Data for analysis: Begin
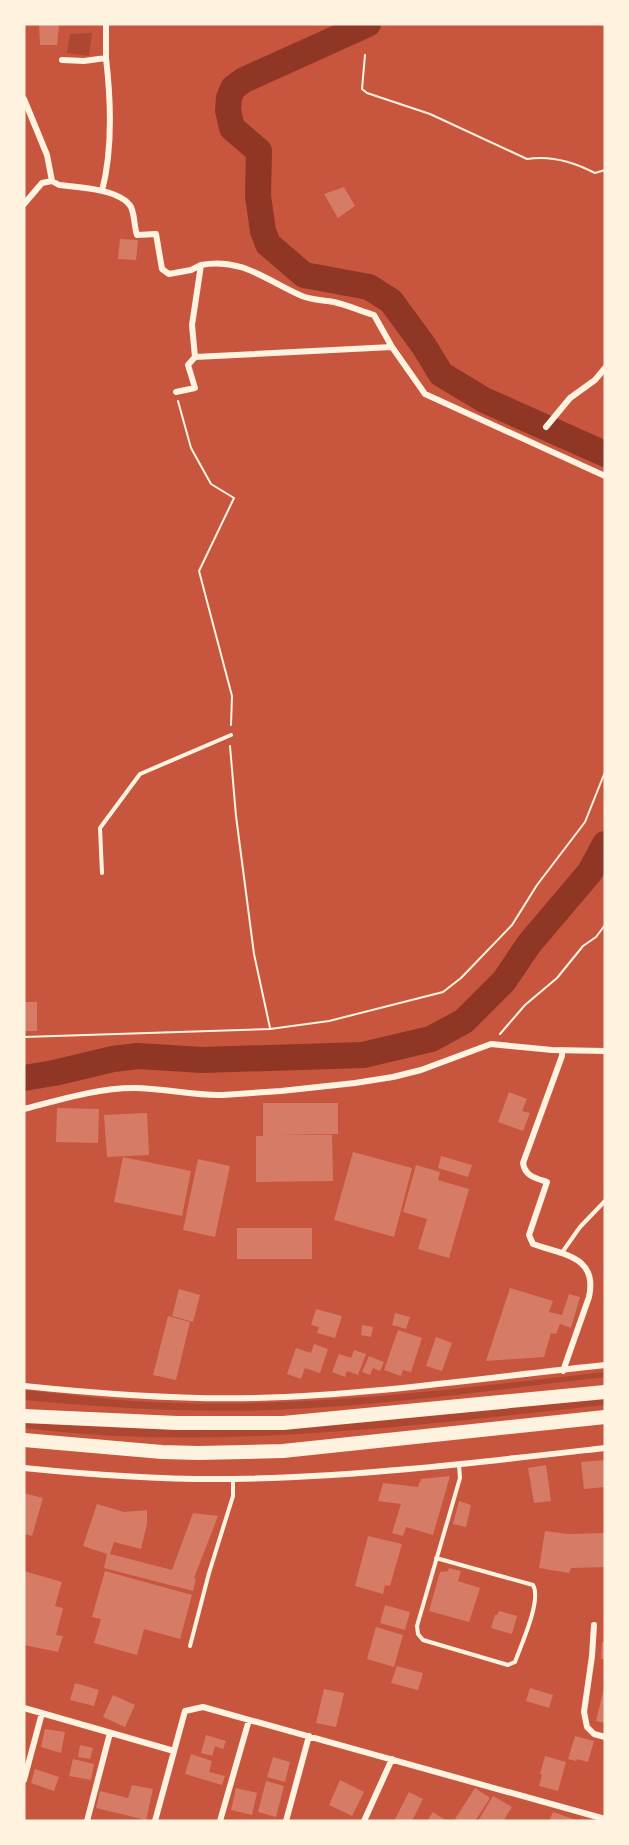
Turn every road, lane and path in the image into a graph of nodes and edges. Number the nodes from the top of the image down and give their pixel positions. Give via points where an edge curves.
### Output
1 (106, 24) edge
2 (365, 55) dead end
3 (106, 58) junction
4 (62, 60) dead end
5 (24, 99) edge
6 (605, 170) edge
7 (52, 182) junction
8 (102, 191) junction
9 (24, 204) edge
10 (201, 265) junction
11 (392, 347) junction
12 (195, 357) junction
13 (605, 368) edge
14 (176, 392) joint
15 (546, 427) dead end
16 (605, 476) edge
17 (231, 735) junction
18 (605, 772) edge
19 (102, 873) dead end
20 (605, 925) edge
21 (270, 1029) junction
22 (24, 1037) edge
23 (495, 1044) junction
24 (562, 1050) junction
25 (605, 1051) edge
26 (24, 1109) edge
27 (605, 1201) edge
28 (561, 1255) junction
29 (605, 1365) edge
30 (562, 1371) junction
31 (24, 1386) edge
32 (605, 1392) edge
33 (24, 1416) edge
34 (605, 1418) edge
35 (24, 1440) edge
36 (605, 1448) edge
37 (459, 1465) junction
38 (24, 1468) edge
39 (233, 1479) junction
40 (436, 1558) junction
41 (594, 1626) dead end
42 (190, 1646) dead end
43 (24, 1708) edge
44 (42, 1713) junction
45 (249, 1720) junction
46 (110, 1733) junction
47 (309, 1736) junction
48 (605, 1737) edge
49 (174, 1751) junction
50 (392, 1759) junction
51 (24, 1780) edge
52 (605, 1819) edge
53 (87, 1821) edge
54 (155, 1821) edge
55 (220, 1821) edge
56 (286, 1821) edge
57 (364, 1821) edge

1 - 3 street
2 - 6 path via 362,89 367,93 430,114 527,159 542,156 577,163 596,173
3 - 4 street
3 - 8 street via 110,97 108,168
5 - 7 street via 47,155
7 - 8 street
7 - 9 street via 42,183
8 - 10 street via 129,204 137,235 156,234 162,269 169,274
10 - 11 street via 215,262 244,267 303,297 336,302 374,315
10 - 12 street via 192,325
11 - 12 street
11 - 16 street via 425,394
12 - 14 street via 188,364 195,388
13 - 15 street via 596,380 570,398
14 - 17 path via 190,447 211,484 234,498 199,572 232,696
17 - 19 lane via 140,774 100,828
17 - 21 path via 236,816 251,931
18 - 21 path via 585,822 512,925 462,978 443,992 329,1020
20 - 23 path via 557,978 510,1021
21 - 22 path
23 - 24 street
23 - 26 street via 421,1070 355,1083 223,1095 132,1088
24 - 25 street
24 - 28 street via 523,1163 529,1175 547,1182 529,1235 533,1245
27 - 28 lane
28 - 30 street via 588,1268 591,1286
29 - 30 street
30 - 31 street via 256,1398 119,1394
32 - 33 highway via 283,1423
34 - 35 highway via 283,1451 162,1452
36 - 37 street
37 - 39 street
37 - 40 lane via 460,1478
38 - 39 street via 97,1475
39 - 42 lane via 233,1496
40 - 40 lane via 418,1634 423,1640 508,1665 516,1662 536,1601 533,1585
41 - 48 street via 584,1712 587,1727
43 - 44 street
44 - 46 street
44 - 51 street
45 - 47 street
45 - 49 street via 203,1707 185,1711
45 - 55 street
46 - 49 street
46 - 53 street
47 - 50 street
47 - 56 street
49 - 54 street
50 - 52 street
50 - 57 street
Data for analysis: End
Work to be completed >>
Leave out the images and write out the listing above exactly.

Your response >>
Turn every road, lane and path in the image into a graph of nodes and edges. Number the nodes from the top of the image down and give their pixel positions. Give via points where an edge curves.
### Output
1 (106, 24) edge
2 (365, 55) dead end
3 (106, 58) junction
4 (62, 60) dead end
5 (24, 99) edge
6 (605, 170) edge
7 (52, 182) junction
8 (102, 191) junction
9 (24, 204) edge
10 (201, 265) junction
11 (392, 347) junction
12 (195, 357) junction
13 (605, 368) edge
14 (176, 392) joint
15 (546, 427) dead end
16 (605, 476) edge
17 (231, 735) junction
18 (605, 772) edge
19 (102, 873) dead end
20 (605, 925) edge
21 (270, 1029) junction
22 (24, 1037) edge
23 (495, 1044) junction
24 (562, 1050) junction
25 (605, 1051) edge
26 (24, 1109) edge
27 (605, 1201) edge
28 (561, 1255) junction
29 (605, 1365) edge
30 (562, 1371) junction
31 (24, 1386) edge
32 (605, 1392) edge
33 (24, 1416) edge
34 (605, 1418) edge
35 (24, 1440) edge
36 (605, 1448) edge
37 (459, 1465) junction
38 (24, 1468) edge
39 (233, 1479) junction
40 (436, 1558) junction
41 (594, 1626) dead end
42 (190, 1646) dead end
43 (24, 1708) edge
44 (42, 1713) junction
45 (249, 1720) junction
46 (110, 1733) junction
47 (309, 1736) junction
48 (605, 1737) edge
49 (174, 1751) junction
50 (392, 1759) junction
51 (24, 1780) edge
52 (605, 1819) edge
53 (87, 1821) edge
54 (155, 1821) edge
55 (220, 1821) edge
56 (286, 1821) edge
57 (364, 1821) edge

1 - 3 street
2 - 6 path via 362,89 367,93 430,114 527,159 542,156 577,163 596,173
3 - 4 street
3 - 8 street via 110,97 108,168
5 - 7 street via 47,155
7 - 8 street
7 - 9 street via 42,183
8 - 10 street via 129,204 137,235 156,234 162,269 169,274
10 - 11 street via 215,262 244,267 303,297 336,302 374,315
10 - 12 street via 192,325
11 - 12 street
11 - 16 street via 425,394
12 - 14 street via 188,364 195,388
13 - 15 street via 596,380 570,398
14 - 17 path via 190,447 211,484 234,498 199,572 232,696
17 - 19 lane via 140,774 100,828
17 - 21 path via 236,816 251,931
18 - 21 path via 585,822 512,925 462,978 443,992 329,1020
20 - 23 path via 557,978 510,1021
21 - 22 path
23 - 24 street
23 - 26 street via 421,1070 355,1083 223,1095 132,1088
24 - 25 street
24 - 28 street via 523,1163 529,1175 547,1182 529,1235 533,1245
27 - 28 lane
28 - 30 street via 588,1268 591,1286
29 - 30 street
30 - 31 street via 256,1398 119,1394
32 - 33 highway via 283,1423
34 - 35 highway via 283,1451 162,1452
36 - 37 street
37 - 39 street
37 - 40 lane via 460,1478
38 - 39 street via 97,1475
39 - 42 lane via 233,1496
40 - 40 lane via 418,1634 423,1640 508,1665 516,1662 536,1601 533,1585
41 - 48 street via 584,1712 587,1727
43 - 44 street
44 - 46 street
44 - 51 street
45 - 47 street
45 - 49 street via 203,1707 185,1711
45 - 55 street
46 - 49 street
46 - 53 street
47 - 50 street
47 - 56 street
49 - 54 street
50 - 52 street
50 - 57 street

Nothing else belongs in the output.